Indiana Man Convicted in $5.6M Nigerian Fraud Scheme

Manoj Prasad

A federal jury in Texas found an Indianapolis man guilty of being part of a complex international fraud ring that used fake investment and inheritance plans to steal more than $5.6 million from people all over the world. [Source]

Tochukwu Nwosisi, 52, was found guilty on Tuesday of plot to launder money and concealment of money laundering. These crimes were connected to his involvement in advance-fee scams in Nigeria from 2015 to 2018. He could spend up to 20 years in jail for each count.

According to evidence given at trial, Nwosisi worked for the criminal group as a money launderer. He took money from fraud and put it in his U.S. bank accounts before sending it back to the Nigerian leaders of the group. His criminal partners used common advance-fee schemes, tricking people into giving them fake money or inheritances in exchange for fake “fees” and “taxes.”
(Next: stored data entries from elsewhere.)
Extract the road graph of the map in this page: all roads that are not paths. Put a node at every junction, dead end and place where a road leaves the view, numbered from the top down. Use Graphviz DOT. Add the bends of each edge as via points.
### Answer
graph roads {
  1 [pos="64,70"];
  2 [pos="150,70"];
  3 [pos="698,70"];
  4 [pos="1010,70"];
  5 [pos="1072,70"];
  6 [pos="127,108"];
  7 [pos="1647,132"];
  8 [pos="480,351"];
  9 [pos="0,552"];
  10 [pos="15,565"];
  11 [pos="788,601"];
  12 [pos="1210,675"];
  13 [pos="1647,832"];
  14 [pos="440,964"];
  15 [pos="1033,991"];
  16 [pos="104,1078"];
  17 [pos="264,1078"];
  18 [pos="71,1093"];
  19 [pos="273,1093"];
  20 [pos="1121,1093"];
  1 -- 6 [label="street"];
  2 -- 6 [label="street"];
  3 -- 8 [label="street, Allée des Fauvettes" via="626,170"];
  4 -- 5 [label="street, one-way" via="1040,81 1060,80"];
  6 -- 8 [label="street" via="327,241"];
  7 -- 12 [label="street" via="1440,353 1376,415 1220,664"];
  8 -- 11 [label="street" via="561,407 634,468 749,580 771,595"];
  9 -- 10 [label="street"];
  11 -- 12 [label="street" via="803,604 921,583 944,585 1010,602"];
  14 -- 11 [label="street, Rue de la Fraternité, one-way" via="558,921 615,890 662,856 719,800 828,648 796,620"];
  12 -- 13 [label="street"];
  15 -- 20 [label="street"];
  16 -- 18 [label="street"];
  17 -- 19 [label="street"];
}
“Tochukwu Nwosisi played a crucial role in a long-running fraud scheme that bilked victims around the world out of over $5 million through lies and deception,” stated U.S. Attorney Alamdar Hamdani. “This verdict should send a clear message that we remain committed to holding money launderers accountable.”

The Nigerian advance-fee scam, which is also known as a “419” fraud after the section of Nigeria’s criminal code that applies to it, has a long and shady past that goes back decades. Thieves often contact potential victims through emails or letters, pretending to be wealthy people or government officials and offering millions or even billions of dollars in cash or assets in exchange for a down payment.

As soon as the first fee is paid, more calls for taxes, bribes, processing fees, and other costs come up. This is a cycle of fraud that keeps getting worse. People who have been scammed have already taken the money from the victims by the time they understand what happened.

“The FBI and our law enforcement partners are still very interested in these kinds of international fraud schemes,” said Douglas Williams, who is in charge of the FBI’s Houston Field Office. “This conviction represents justice for the many victims deceived by these unconscionable criminal acts.”

Advance-fee scams have changed over the years. They used to be simple letters, but now they use email and digital payment ways to be more sophisticated. But the basic idea behind it is still the same: taking advantage of people’s greed and gullibility to make illegal money. The FBI says that in the last three years, people in the U.S. have lost more than $1.6 billion to these types of scams.

Because he laundered money, Nwosisi could spend decades in prison. Even though he helped move more than $5.6 million in illegal money, it can be hard for investigators and prosecutors to figure out how complex fraud cases with foreign money trails work.

Christopher Hileman of the State Department’s Office of Inspector General said, “This defendant helped hide the trail of money that was stolen from innocent people.” “We will continue to fiercely pursue and prosecute those involved in these despicable financial schemes.”

Authorities have taken down an important part of a larger crime network by convicting Nwosisi. However, the Nigerians who run these advance-fee scams are still on the run. While the police continue their crackdown, people are being warned to stay alert for emails with too-good-to-be-true claims and get-rich-quick deals.